This is not a sports question, even though it might look like it at a glance.
The premise is that you are a player of American football, coming out of high school. You have three college offers to choose from. To remove these as considerations we will assume up front that all three will offer you the same quality of education, in an equally attractive location, at an equal after scholarship cost. Your personal abilities as a player will also start the same, obviously, and less obviously will wind up the same no matter where you go.
So what is the difference? It is not just a matter of expectations, it is a matter of me as the questioner being able to provide an absolute certainty about outcomes.
If you choose school A, the team will be in competition for a National Championship every year, and you will in fact graduate four years later with a national championship ring of your very own. You will rise and fall on the depth chart, playing a third string role in the year of the championship, making occasional appearances on special teams throughout your four year career.
If you choose school B, the team will be successful to a reasonable degree. They will win more than they lose, but never be mentioned as a contender for a championship. The high point of your college football career will be an invitation to the Aqua Velva Turtle Bowl in Podunk at the end of your junior year, where you will face off with another 8-4 team in a game recorded and shown after midnight on ESPN 2. You will rise and fall on the depth chart and make frequent game appearances, even getting a stretch as a starter due to a rash of injuries.
If you choose school C, they are gonna suck. Your senior year, when they win four games, will be the high point where they win more games than in the three previous seasons combined. No championships, no invitations to bowl games, your team is among the teams that big name schools put on their schedule so they can demonstrate their ability to run up the score on a cream puff.
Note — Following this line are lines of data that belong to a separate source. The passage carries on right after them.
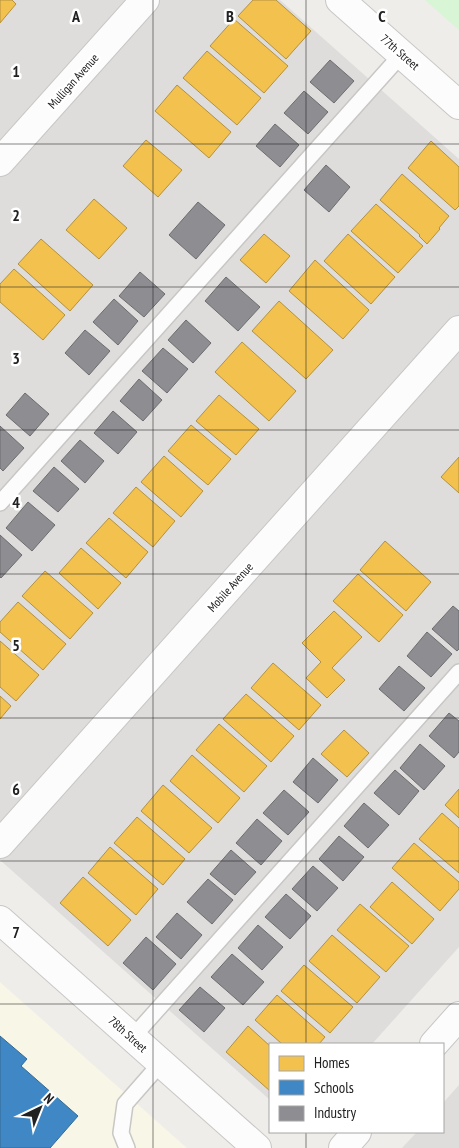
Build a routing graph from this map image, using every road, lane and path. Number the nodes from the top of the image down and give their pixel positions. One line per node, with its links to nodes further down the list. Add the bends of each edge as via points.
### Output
1 (145, 0): 5 (street, Mulligan Avenue)
2 (340, 0): 3 (street, 77th Street)
3 (402, 54): 4 (street, 77th Street); 7 (lane)
4 (459, 105)
5 (0, 162)
6 (459, 330): 9 (street, Mobile Avenue)
7 (0, 503)
8 (459, 672): 12 (lane)
9 (0, 844)
10 (0, 920): 12 (street, 78th Street)
11 (459, 1016): 13 (street)
12 (132, 1038): 14 (street, 78th Street)
13 (435, 1043)
14 (161, 1063): 16 (lane, via 125,1104 121,1133); 17 (street, 78th Street)
15 (356, 1133): 18 (street)
16 (127, 1148)
17 (257, 1148)
18 (343, 1148)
You will rise rapidly through the depth chart, becoming a starter late in your sophomore season and holding that position through the rest of your college career. In your senior year you will be recognized as the bright spot in the darkness and credited as the biggest contributor in all four of those wins.
Thanks Tim... interesting thought exercise that has some very specific, very personal relevance for me... and is actually a question that I've pondered on numerous occasions throughout my life, specifically because I have actually experienced something pretty damn close to the scenarios you mention.
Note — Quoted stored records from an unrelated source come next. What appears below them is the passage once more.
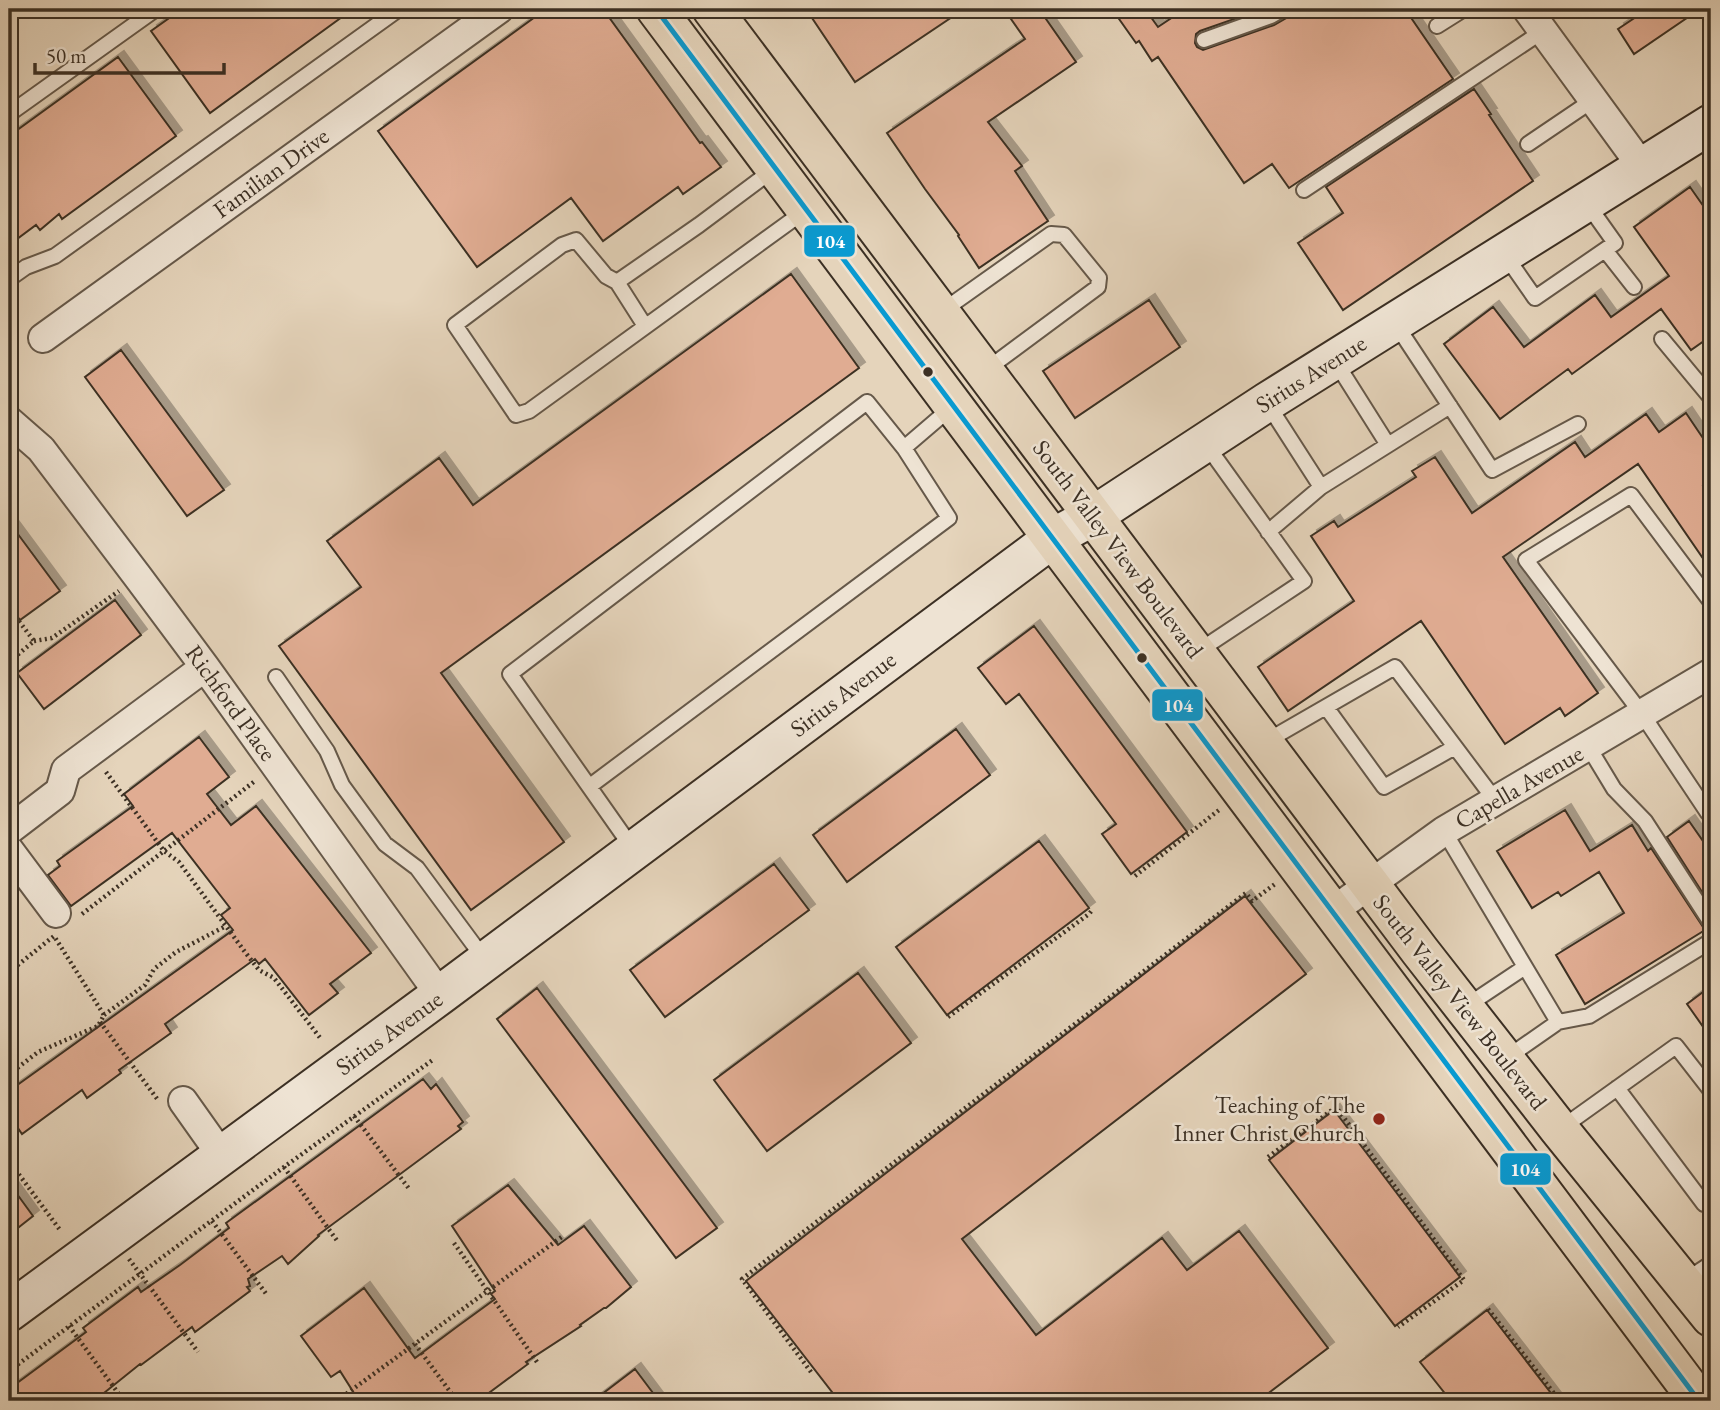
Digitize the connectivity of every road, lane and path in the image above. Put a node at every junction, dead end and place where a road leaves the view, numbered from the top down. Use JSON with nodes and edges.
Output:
{"nodes":[{"id":1,"x":156,"y":9,"type":"edge"},
{"id":2,"x":399,"y":9,"type":"edge"},
{"id":3,"x":499,"y":9,"type":"edge"},
{"id":4,"x":656,"y":9,"type":"edge"},
{"id":5,"x":712,"y":9,"type":"edge"},
{"id":6,"x":1283,"y":9,"type":"edge"},
{"id":7,"x":1464,"y":9,"type":"edge"},
{"id":8,"x":1535,"y":20,"type":"edge"},
{"id":9,"x":1437,"y":26,"type":"dead end"},
{"id":10,"x":1204,"y":40,"type":"dead end"},
{"id":11,"x":686,"y":49,"type":"junction"},
{"id":12,"x":779,"y":97,"type":"junction"},
{"id":13,"x":1594,"y":100,"type":"junction"},
{"id":14,"x":9,"y":114,"type":"edge"},
{"id":15,"x":1711,"y":124,"type":"edge"},
{"id":16,"x":1528,"y":144,"type":"dead end"},
{"id":17,"x":775,"y":168,"type":"junction"},
{"id":18,"x":1643,"y":168,"type":"junction"},
{"id":19,"x":1304,"y":190,"type":"dead end"},
{"id":20,"x":1587,"y":203,"type":"junction"},
{"id":21,"x":806,"y":209,"type":"junction"},
{"id":22,"x":888,"y":243,"type":"junction"},
{"id":23,"x":1605,"y":250,"type":"junction"},
{"id":24,"x":1504,"y":254,"type":"junction"},
{"id":25,"x":9,"y":279,"type":"edge"},
{"id":26,"x":617,"y":282,"type":"junction"},
{"id":27,"x":1634,"y":287,"type":"dead end"},
{"id":28,"x":940,"y":313,"type":"junction"},
{"id":29,"x":1394,"y":322,"type":"junction"},
{"id":30,"x":645,"y":326,"type":"junction"},
{"id":31,"x":43,"y":338,"type":"dead end"},
{"id":32,"x":1662,"y":339,"type":"dead end"},
{"id":33,"x":1334,"y":360,"type":"junction"},
{"id":34,"x":985,"y":371,"type":"junction"},
{"id":35,"x":1711,"y":398,"type":"edge"},
{"id":36,"x":1266,"y":402,"type":"junction"},
{"id":37,"x":953,"y":406,"type":"junction"},
{"id":38,"x":1450,"y":406,"type":"junction"},
{"id":39,"x":9,"y":421,"type":"edge"},
{"id":40,"x":1578,"y":424,"type":"dead end"},
{"id":41,"x":1204,"y":443,"type":"junction"},
{"id":42,"x":1388,"y":445,"type":"junction"},
{"id":43,"x":904,"y":448,"type":"junction"},
{"id":44,"x":1321,"y":487,"type":"junction"},
{"id":45,"x":1093,"y":516,"type":"junction"},
{"id":46,"x":1268,"y":532,"type":"junction"},
{"id":47,"x":1053,"y":538,"type":"junction"},
{"id":48,"x":138,"y":577,"type":"junction"},
{"id":49,"x":1711,"y":602,"type":"edge"},
{"id":50,"x":9,"y":608,"type":"edge"},
{"id":51,"x":34,"y":642,"type":"junction"},
{"id":52,"x":1196,"y":653,"type":"junction"},
{"id":53,"x":9,"y":662,"type":"edge"},
{"id":54,"x":205,"y":667,"type":"junction"},
{"id":55,"x":1711,"y":673,"type":"edge"},
{"id":56,"x":276,"y":677,"type":"dead end"},
{"id":57,"x":1326,"y":707,"type":"junction"},
{"id":58,"x":1642,"y":714,"type":"junction"},
{"id":59,"x":1263,"y":743,"type":"junction"},
{"id":60,"x":1588,"y":746,"type":"junction"},
{"id":61,"x":1455,"y":747,"type":"junction"},
{"id":62,"x":91,"y":751,"type":"junction"},
{"id":63,"x":275,"y":765,"type":"junction"},
{"id":64,"x":1227,"y":769,"type":"junction"},
{"id":65,"x":590,"y":786,"type":"junction"},
{"id":66,"x":1495,"y":800,"type":"junction"},
{"id":67,"x":1220,"y":810,"type":"dead end"},
{"id":68,"x":1708,"y":813,"type":"dead end"},
{"id":69,"x":9,"y":830,"type":"edge"},
{"id":70,"x":1444,"y":831,"type":"junction"},
{"id":71,"x":9,"y":850,"type":"edge"},
{"id":72,"x":634,"y":850,"type":"junction"},
{"id":73,"x":164,"y":851,"type":"junction"},
{"id":74,"x":1135,"y":876,"type":"dead end"},
{"id":75,"x":1276,"y":884,"type":"dead end"},
{"id":76,"x":1369,"y":884,"type":"junction"},
{"id":77,"x":1093,"y":909,"type":"dead end"},
{"id":78,"x":1333,"y":911,"type":"junction"},
{"id":79,"x":66,"y":916,"type":"joint"},
{"id":80,"x":1711,"y":923,"type":"edge"},
{"id":81,"x":226,"y":926,"type":"junction"},
{"id":82,"x":1711,"y":941,"type":"edge"},
{"id":83,"x":1420,"y":951,"type":"junction"},
{"id":84,"x":486,"y":961,"type":"junction"},
{"id":85,"x":1525,"y":967,"type":"junction"},
{"id":86,"x":9,"y":972,"type":"edge"},
{"id":87,"x":1383,"y":979,"type":"junction"},
{"id":88,"x":440,"y":995,"type":"junction"},
{"id":89,"x":1464,"y":1008,"type":"junction"},
{"id":90,"x":104,"y":1015,"type":"junction"},
{"id":91,"x":948,"y":1017,"type":"dead end"},
{"id":92,"x":100,"y":1022,"type":"junction"},
{"id":93,"x":1558,"y":1022,"type":"junction"},
{"id":94,"x":321,"y":1039,"type":"dead end"},
{"id":95,"x":434,"y":1059,"type":"dead end"},
{"id":96,"x":1504,"y":1060,"type":"junction"},
{"id":97,"x":9,"y":1078,"type":"edge"},
{"id":98,"x":1617,"y":1088,"type":"junction"},
{"id":99,"x":1711,"y":1091,"type":"edge"},
{"id":100,"x":171,"y":1102,"type":"joint"},
{"id":101,"x":355,"y":1116,"type":"junction"},
{"id":102,"x":1559,"y":1129,"type":"junction"},
{"id":103,"x":222,"y":1156,"type":"junction"},
{"id":104,"x":1269,"y":1157,"type":"dead end"},
{"id":105,"x":9,"y":1161,"type":"edge"},
{"id":106,"x":284,"y":1167,"type":"junction"},
{"id":107,"x":410,"y":1191,"type":"dead end"},
{"id":108,"x":1711,"y":1199,"type":"edge"},
{"id":109,"x":1559,"y":1213,"type":"junction"},
{"id":110,"x":212,"y":1221,"type":"junction"},
{"id":111,"x":61,"y":1230,"type":"dead end"},
{"id":112,"x":563,"y":1236,"type":"dead end"},
{"id":113,"x":338,"y":1242,"type":"dead end"},
{"id":114,"x":454,"y":1243,"type":"dead end"},
{"id":115,"x":128,"y":1259,"type":"dead end"},
{"id":116,"x":140,"y":1273,"type":"junction"},
{"id":117,"x":1700,"y":1279,"type":"edge"},
{"id":118,"x":486,"y":1292,"type":"junction"},
{"id":119,"x":267,"y":1295,"type":"dead end"},
{"id":120,"x":1488,"y":1309,"type":"dead end"},
{"id":121,"x":9,"y":1312,"type":"edge"},
{"id":122,"x":1711,"y":1317,"type":"edge"},
{"id":123,"x":69,"y":1326,"type":"junction"},
{"id":124,"x":1398,"y":1328,"type":"dead end"},
{"id":125,"x":415,"y":1343,"type":"junction"},
{"id":126,"x":198,"y":1352,"type":"dead end"},
{"id":127,"x":537,"y":1362,"type":"dead end"},
{"id":128,"x":9,"y":1371,"type":"edge"},
{"id":129,"x":811,"y":1371,"type":"dead end"},
{"id":130,"x":9,"y":1394,"type":"edge"},
{"id":131,"x":342,"y":1397,"type":"dead end"},
{"id":132,"x":14,"y":1401,"type":"edge"},
{"id":133,"x":124,"y":1401,"type":"edge"},
{"id":134,"x":457,"y":1401,"type":"edge"},
{"id":135,"x":1560,"y":1401,"type":"edge"},
{"id":136,"x":1699,"y":1401,"type":"edge"}],
"edges":[{"from":1,"to":14,"type":"lane"},
{"from":2,"to":25,"type":"lane"},
{"from":3,"to":31,"type":"street","name":"Familian Drive"},
{"from":4,"to":11,"type":"main road","name":"South Valley View Boulevard"},
{"from":5,"to":12,"type":"main road","name":"South Valley View Boulevard"},
{"from":6,"to":10,"type":"lane"},
{"from":7,"to":9,"type":"lane"},
{"from":8,"to":13,"type":"street"},
{"from":8,"to":19,"type":"lane"},
{"from":11,"to":12,"type":"main road"},
{"from":11,"to":17,"type":"main road","name":"South Valley View Boulevard"},
{"from":12,"to":22,"type":"main road","name":"South Valley View Boulevard"},
{"from":13,"to":16,"type":"lane"},
{"from":13,"to":18,"type":"street"},
{"from":15,"to":18,"type":"street","name":"Sirius Avenue"},
{"from":17,"to":21,"type":"main road","name":"South Valley View Boulevard"},
{"from":17,"to":22,"type":"main road"},
{"from":17,"to":26,"type":"lane"},
{"from":18,"to":20,"type":"street","name":"Sirius Avenue"},
{"from":20,"to":23,"type":"lane"},
{"from":20,"to":24,"type":"street","name":"Sirius Avenue"},
{"from":21,"to":30,"type":"lane"},
{"from":21,"to":37,"type":"main road","name":"South Valley View Boulevard"},
{"from":22,"to":28,"type":"main road","name":"South Valley View Boulevard"},
{"from":23,"to":24,"type":"lane"},
{"from":23,"to":27,"type":"lane"},
{"from":24,"to":29,"type":"street","name":"Sirius Avenue"},
{"from":26,"to":30,"type":"lane"},
{"from":26,"to":30,"type":"lane"},
{"from":28,"to":34,"type":"main road","name":"South Valley View Boulevard"},
{"from":28,"to":34,"type":"lane"},
{"from":29,"to":33,"type":"street","name":"Sirius Avenue"},
{"from":29,"to":38,"type":"lane"},
{"from":32,"to":35,"type":"lane"},
{"from":33,"to":36,"type":"street","name":"Sirius Avenue"},
{"from":33,"to":42,"type":"lane"},
{"from":34,"to":45,"type":"main road","name":"South Valley View Boulevard"},
{"from":36,"to":41,"type":"street","name":"Sirius Avenue"},
{"from":36,"to":44,"type":"lane"},
{"from":37,"to":43,"type":"lane"},
{"from":37,"to":47,"type":"main road","name":"South Valley View Boulevard"},
{"from":38,"to":40,"type":"lane"},
{"from":38,"to":42,"type":"lane"},
{"from":39,"to":48,"type":"street","name":"Richford Place"},
{"from":41,"to":45,"type":"street","name":"Sirius Avenue"},
{"from":41,"to":46,"type":"lane"},
{"from":42,"to":44,"type":"lane"},
{"from":43,"to":65,"type":"lane"},
{"from":43,"to":65,"type":"lane"},
{"from":44,"to":46,"type":"lane"},
{"from":45,"to":47,"type":"street","name":"Sirius Avenue"},
{"from":45,"to":52,"type":"main road","name":"South Valley View Boulevard"},
{"from":46,"to":52,"type":"lane"},
{"from":47,"to":64,"type":"main road","name":"South Valley View Boulevard"},
{"from":47,"to":72,"type":"street","name":"Sirius Avenue"},
{"from":48,"to":51,"type":"path"},
{"from":48,"to":54,"type":"street","name":"Richford Place"},
{"from":49,"to":58,"type":"lane"},
{"from":50,"to":51,"type":"path"},
{"from":51,"to":53,"type":"path"},
{"from":52,"to":59,"type":"main road","name":"South Valley View Boulevard"},
{"from":54,"to":62,"type":"street"},
{"from":54,"to":63,"type":"street","name":"Richford Place"},
{"from":55,"to":58,"type":"street","name":"Capella Avenue"},
{"from":56,"to":84,"type":"lane"},
{"from":57,"to":59,"type":"lane"},
{"from":57,"to":61,"type":"lane"},
{"from":57,"to":61,"type":"lane"},
{"from":58,"to":60,"type":"street","name":"Capella Avenue"},
{"from":58,"to":68,"type":"lane"},
{"from":59,"to":64,"type":"main road"},
{"from":59,"to":76,"type":"main road","name":"South Valley View Boulevard"},
{"from":60,"to":66,"type":"street","name":"Capella Avenue"},
{"from":60,"to":80,"type":"lane"},
{"from":61,"to":66,"type":"lane"},
{"from":62,"to":69,"type":"street"},
{"from":62,"to":73,"type":"path"},
{"from":63,"to":73,"type":"path"},
{"from":63,"to":88,"type":"street","name":"Richford Place"},
{"from":64,"to":78,"type":"main road","name":"South Valley View Boulevard"},
{"from":65,"to":72,"type":"lane"},
{"from":66,"to":70,"type":"street","name":"Capella Avenue"},
{"from":67,"to":74,"type":"path"},
{"from":70,"to":76,"type":"street","name":"Capella Avenue"},
{"from":70,"to":85,"type":"lane"},
{"from":71,"to":79,"type":"street"},
{"from":72,"to":84,"type":"street","name":"Sirius Avenue"},
{"from":73,"to":79,"type":"path"},
{"from":73,"to":81,"type":"path"},
{"from":75,"to":129,"type":"path"},
{"from":76,"to":78,"type":"street","name":"Capella Avenue"},
{"from":76,"to":83,"type":"main road","name":"South Valley View Boulevard"},
{"from":77,"to":91,"type":"path"},
{"from":78,"to":87,"type":"main road","name":"South Valley View Boulevard"},
{"from":81,"to":90,"type":"path"},
{"from":81,"to":94,"type":"path"},
{"from":82,"to":93,"type":"lane"},
{"from":83,"to":87,"type":"main road"},
{"from":83,"to":89,"type":"main road","name":"South Valley View Boulevard"},
{"from":84,"to":88,"type":"street","name":"Sirius Avenue"},
{"from":85,"to":89,"type":"lane"},
{"from":85,"to":93,"type":"lane"},
{"from":86,"to":90,"type":"path"},
{"from":87,"to":109,"type":"main road","name":"South Valley View Boulevard"},
{"from":88,"to":103,"type":"street","name":"Sirius Avenue"},
{"from":89,"to":96,"type":"main road","name":"South Valley View Boulevard"},
{"from":90,"to":92,"type":"path"},
{"from":92,"to":97,"type":"path"},
{"from":92,"to":100,"type":"path"},
{"from":93,"to":96,"type":"lane"},
{"from":95,"to":101,"type":"path"},
{"from":96,"to":102,"type":"main road","name":"South Valley View Boulevard"},
{"from":98,"to":99,"type":"lane"},
{"from":98,"to":102,"type":"lane"},
{"from":98,"to":108,"type":"lane"},
{"from":100,"to":103,"type":"street"},
{"from":101,"to":106,"type":"path"},
{"from":101,"to":107,"type":"path"},
{"from":102,"to":117,"type":"main road","name":"South Valley View Boulevard"},
{"from":103,"to":121,"type":"street","name":"Sirius Avenue"},
{"from":104,"to":124,"type":"path"},
{"from":105,"to":111,"type":"path"},
{"from":106,"to":110,"type":"path"},
{"from":106,"to":113,"type":"path"},
{"from":109,"to":117,"type":"main road"},
{"from":109,"to":136,"type":"main road","name":"South Valley View Boulevard"},
{"from":110,"to":116,"type":"path"},
{"from":110,"to":119,"type":"path"},
{"from":112,"to":118,"type":"path"},
{"from":114,"to":118,"type":"path"},
{"from":115,"to":116,"type":"path"},
{"from":116,"to":123,"type":"path"},
{"from":116,"to":126,"type":"path"},
{"from":117,"to":122,"type":"main road","name":"South Valley View Boulevard"},
{"from":118,"to":125,"type":"path"},
{"from":118,"to":127,"type":"path"},
{"from":120,"to":135,"type":"path"},
{"from":123,"to":128,"type":"path"},
{"from":123,"to":133,"type":"path"},
{"from":125,"to":131,"type":"path"},
{"from":125,"to":134,"type":"path"},
{"from":130,"to":132,"type":"path"}]}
More specifically I have been a starter/captain on multiple championship caliber football teams, at the youth and high school level, gone to championships, lost some state championship games, and won some championship trophies that are/were as tall as I am. I've also been a rookie/backup on a high school football team that stunk and had little hope of sniffing 4 wins. I also worked my way up from scrub to earn a starting spot on that awful team, so I got to also experience being a starter on a terrible, sub-four-win team. So I got to experience becoming a starter midway through my sophomore year and remaining a starter through the rest of high school. Finally, I've also experienced being a backup player on a NCAA division champion football team, and have a championship ring of my very own to show for it. I've also got a State championship ring for coaching... the relevance of which I'll get to.
Anyway... So having experienced some similar iteration of all the different scenarios you mention, I'd have to say I learned so much from all of them that I wouldn't give any up. But for the purposes of this game, I'll say that if I were a college kid again, my 18 year old self would choose
to be a starter and never look back. I'd want
to play, damn sitting on the bench, wins be damned, championships be damned...
I'm not sitting on the bench, I want to be out there playing my heart out.
Now the old man me... looking back on my life... I'm really glad to have a championship ring of my very own, its a really nice ring, and I'm very appreciative to have it... although I almost never wear it. See the thing is, I'm definitely prouder of the
lost State Championship game
where I was a starter and played every single down of the game. It was a loss, but I feel more like I earned those bragging rights, as opposed to being along for the ride on a team that happened to be good. Same goes for the coaching ring. I feel more proud of that one than of my college ring, because I feel like I actually did more to earn it. Don't get me wrong... you learn
a ton about the proper way to run a program and winning technique, attitude, team culture, etc., just being part of championship caliber programs, but its different when you are an actual starter on the team (or a coach)... you feel like you personally deserve it more. Its a fuller, more satisfy feeling. So again, if I had it to do all over again, I think I would have rather been a starter in college on a team that wasn't great, than have a fancy ring. But if you're asking the old man... I like having the ring... I mean, I've already got it and its purty.
However... all that being said... you learn alot being part of winning programs, and that experience helps you coach etc, long after your playing days are done. And in a more abstract sense, being a bit player in a well run operation is more meaningful on a macro level than being the sole bright spot in a dumpster fire operation.